▶ Exercise objective
Please give an exact printout of the records, without any pictures.

Collected data
▬▬▬▬▬▬
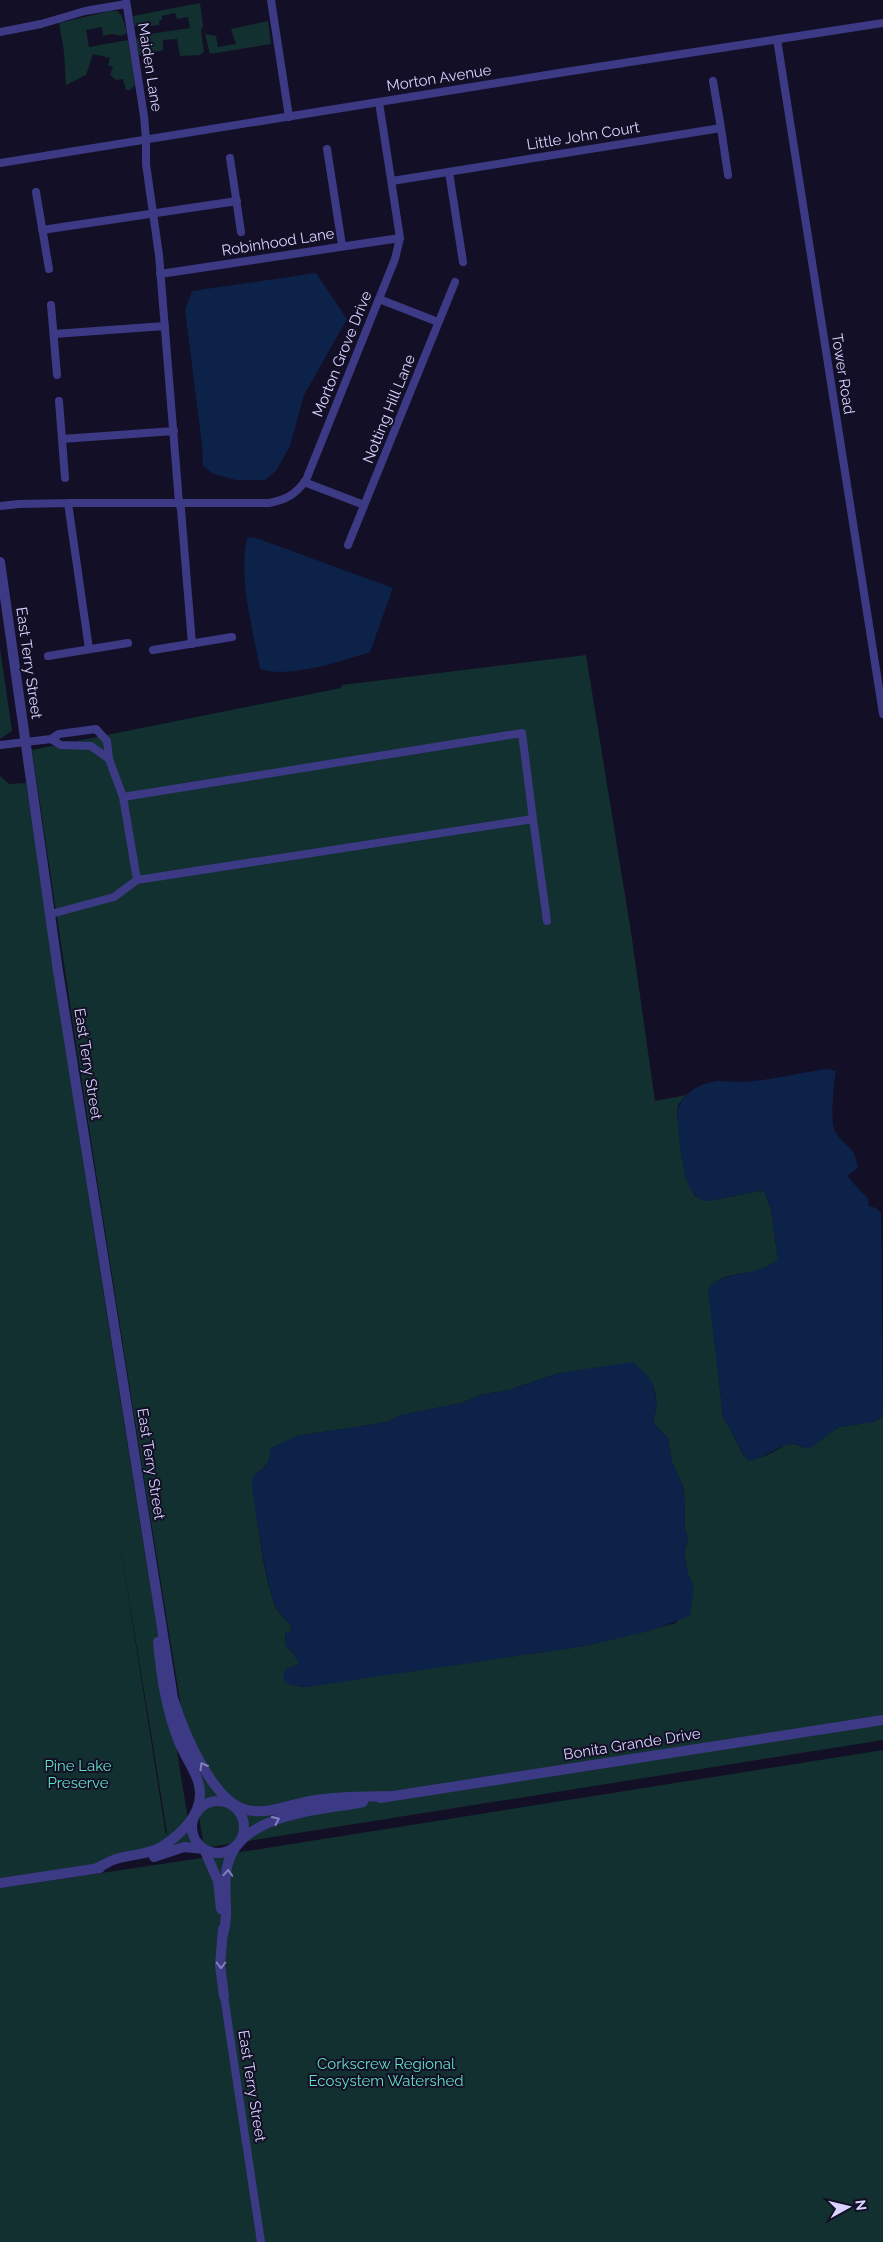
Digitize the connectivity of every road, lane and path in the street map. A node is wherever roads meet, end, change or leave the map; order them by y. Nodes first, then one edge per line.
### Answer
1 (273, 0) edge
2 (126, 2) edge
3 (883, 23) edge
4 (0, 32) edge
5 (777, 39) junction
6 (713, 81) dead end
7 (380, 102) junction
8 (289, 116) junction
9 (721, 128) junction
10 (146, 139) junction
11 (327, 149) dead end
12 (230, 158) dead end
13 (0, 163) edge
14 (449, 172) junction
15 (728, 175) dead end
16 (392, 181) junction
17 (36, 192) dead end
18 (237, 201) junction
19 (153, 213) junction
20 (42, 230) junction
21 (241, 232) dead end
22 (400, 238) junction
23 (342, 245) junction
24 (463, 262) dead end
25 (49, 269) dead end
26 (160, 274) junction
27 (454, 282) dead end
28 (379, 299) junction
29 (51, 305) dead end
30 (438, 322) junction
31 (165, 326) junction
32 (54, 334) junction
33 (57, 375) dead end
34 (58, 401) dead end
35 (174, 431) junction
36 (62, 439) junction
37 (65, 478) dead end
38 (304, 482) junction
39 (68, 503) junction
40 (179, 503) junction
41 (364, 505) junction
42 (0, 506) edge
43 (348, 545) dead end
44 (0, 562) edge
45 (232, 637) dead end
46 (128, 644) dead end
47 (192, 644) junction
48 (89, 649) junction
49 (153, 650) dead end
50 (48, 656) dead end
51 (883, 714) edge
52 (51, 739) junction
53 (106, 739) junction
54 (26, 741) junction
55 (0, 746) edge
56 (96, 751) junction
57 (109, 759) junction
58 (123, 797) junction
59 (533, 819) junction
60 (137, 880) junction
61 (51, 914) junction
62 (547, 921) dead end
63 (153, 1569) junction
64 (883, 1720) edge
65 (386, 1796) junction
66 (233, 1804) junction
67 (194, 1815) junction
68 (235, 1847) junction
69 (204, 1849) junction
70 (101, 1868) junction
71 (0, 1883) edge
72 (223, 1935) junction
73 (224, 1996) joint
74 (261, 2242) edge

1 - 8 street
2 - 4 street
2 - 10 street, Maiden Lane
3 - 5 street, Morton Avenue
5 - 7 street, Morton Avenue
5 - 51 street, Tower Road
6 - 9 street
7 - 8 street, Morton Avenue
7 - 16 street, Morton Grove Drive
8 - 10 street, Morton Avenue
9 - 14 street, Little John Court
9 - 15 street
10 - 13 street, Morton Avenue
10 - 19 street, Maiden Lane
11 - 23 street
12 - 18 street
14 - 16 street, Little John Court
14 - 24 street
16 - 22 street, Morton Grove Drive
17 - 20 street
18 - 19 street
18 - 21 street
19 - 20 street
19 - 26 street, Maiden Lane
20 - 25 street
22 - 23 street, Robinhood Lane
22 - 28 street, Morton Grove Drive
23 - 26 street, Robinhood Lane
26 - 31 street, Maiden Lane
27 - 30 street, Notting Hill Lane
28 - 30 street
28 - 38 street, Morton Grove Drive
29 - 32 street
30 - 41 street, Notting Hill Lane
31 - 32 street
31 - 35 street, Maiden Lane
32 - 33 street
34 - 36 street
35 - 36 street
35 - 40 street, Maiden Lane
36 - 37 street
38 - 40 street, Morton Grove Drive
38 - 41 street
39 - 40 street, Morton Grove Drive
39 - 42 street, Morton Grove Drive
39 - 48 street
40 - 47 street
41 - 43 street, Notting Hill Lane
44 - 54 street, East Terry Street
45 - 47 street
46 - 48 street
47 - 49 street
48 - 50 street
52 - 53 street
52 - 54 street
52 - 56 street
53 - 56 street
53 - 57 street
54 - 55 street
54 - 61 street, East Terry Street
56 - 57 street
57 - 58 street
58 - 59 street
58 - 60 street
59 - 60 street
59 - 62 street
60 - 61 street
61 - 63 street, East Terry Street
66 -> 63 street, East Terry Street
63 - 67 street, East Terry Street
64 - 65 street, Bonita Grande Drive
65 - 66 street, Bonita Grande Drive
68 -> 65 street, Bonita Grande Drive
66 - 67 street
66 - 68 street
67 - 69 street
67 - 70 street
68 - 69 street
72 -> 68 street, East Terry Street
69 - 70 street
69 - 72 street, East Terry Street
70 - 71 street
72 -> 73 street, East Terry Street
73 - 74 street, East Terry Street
▬▬▬▬▬▬
▶ Expected output
Digitize the connectivity of every road, lane and path in the street map. A node is wherever roads meet, end, change or leave the map; order them by y. Nodes first, then one edge per line.
### Answer
1 (273, 0) edge
2 (126, 2) edge
3 (883, 23) edge
4 (0, 32) edge
5 (777, 39) junction
6 (713, 81) dead end
7 (380, 102) junction
8 (289, 116) junction
9 (721, 128) junction
10 (146, 139) junction
11 (327, 149) dead end
12 (230, 158) dead end
13 (0, 163) edge
14 (449, 172) junction
15 (728, 175) dead end
16 (392, 181) junction
17 (36, 192) dead end
18 (237, 201) junction
19 (153, 213) junction
20 (42, 230) junction
21 (241, 232) dead end
22 (400, 238) junction
23 (342, 245) junction
24 (463, 262) dead end
25 (49, 269) dead end
26 (160, 274) junction
27 (454, 282) dead end
28 (379, 299) junction
29 (51, 305) dead end
30 (438, 322) junction
31 (165, 326) junction
32 (54, 334) junction
33 (57, 375) dead end
34 (58, 401) dead end
35 (174, 431) junction
36 (62, 439) junction
37 (65, 478) dead end
38 (304, 482) junction
39 (68, 503) junction
40 (179, 503) junction
41 (364, 505) junction
42 (0, 506) edge
43 (348, 545) dead end
44 (0, 562) edge
45 (232, 637) dead end
46 (128, 644) dead end
47 (192, 644) junction
48 (89, 649) junction
49 (153, 650) dead end
50 (48, 656) dead end
51 (883, 714) edge
52 (51, 739) junction
53 (106, 739) junction
54 (26, 741) junction
55 (0, 746) edge
56 (96, 751) junction
57 (109, 759) junction
58 (123, 797) junction
59 (533, 819) junction
60 (137, 880) junction
61 (51, 914) junction
62 (547, 921) dead end
63 (153, 1569) junction
64 (883, 1720) edge
65 (386, 1796) junction
66 (233, 1804) junction
67 (194, 1815) junction
68 (235, 1847) junction
69 (204, 1849) junction
70 (101, 1868) junction
71 (0, 1883) edge
72 (223, 1935) junction
73 (224, 1996) joint
74 (261, 2242) edge

1 - 8 street
2 - 4 street
2 - 10 street, Maiden Lane
3 - 5 street, Morton Avenue
5 - 7 street, Morton Avenue
5 - 51 street, Tower Road
6 - 9 street
7 - 8 street, Morton Avenue
7 - 16 street, Morton Grove Drive
8 - 10 street, Morton Avenue
9 - 14 street, Little John Court
9 - 15 street
10 - 13 street, Morton Avenue
10 - 19 street, Maiden Lane
11 - 23 street
12 - 18 street
14 - 16 street, Little John Court
14 - 24 street
16 - 22 street, Morton Grove Drive
17 - 20 street
18 - 19 street
18 - 21 street
19 - 20 street
19 - 26 street, Maiden Lane
20 - 25 street
22 - 23 street, Robinhood Lane
22 - 28 street, Morton Grove Drive
23 - 26 street, Robinhood Lane
26 - 31 street, Maiden Lane
27 - 30 street, Notting Hill Lane
28 - 30 street
28 - 38 street, Morton Grove Drive
29 - 32 street
30 - 41 street, Notting Hill Lane
31 - 32 street
31 - 35 street, Maiden Lane
32 - 33 street
34 - 36 street
35 - 36 street
35 - 40 street, Maiden Lane
36 - 37 street
38 - 40 street, Morton Grove Drive
38 - 41 street
39 - 40 street, Morton Grove Drive
39 - 42 street, Morton Grove Drive
39 - 48 street
40 - 47 street
41 - 43 street, Notting Hill Lane
44 - 54 street, East Terry Street
45 - 47 street
46 - 48 street
47 - 49 street
48 - 50 street
52 - 53 street
52 - 54 street
52 - 56 street
53 - 56 street
53 - 57 street
54 - 55 street
54 - 61 street, East Terry Street
56 - 57 street
57 - 58 street
58 - 59 street
58 - 60 street
59 - 60 street
59 - 62 street
60 - 61 street
61 - 63 street, East Terry Street
66 -> 63 street, East Terry Street
63 - 67 street, East Terry Street
64 - 65 street, Bonita Grande Drive
65 - 66 street, Bonita Grande Drive
68 -> 65 street, Bonita Grande Drive
66 - 67 street
66 - 68 street
67 - 69 street
67 - 70 street
68 - 69 street
72 -> 68 street, East Terry Street
69 - 70 street
69 - 72 street, East Terry Street
70 - 71 street
72 -> 73 street, East Terry Street
73 - 74 street, East Terry Street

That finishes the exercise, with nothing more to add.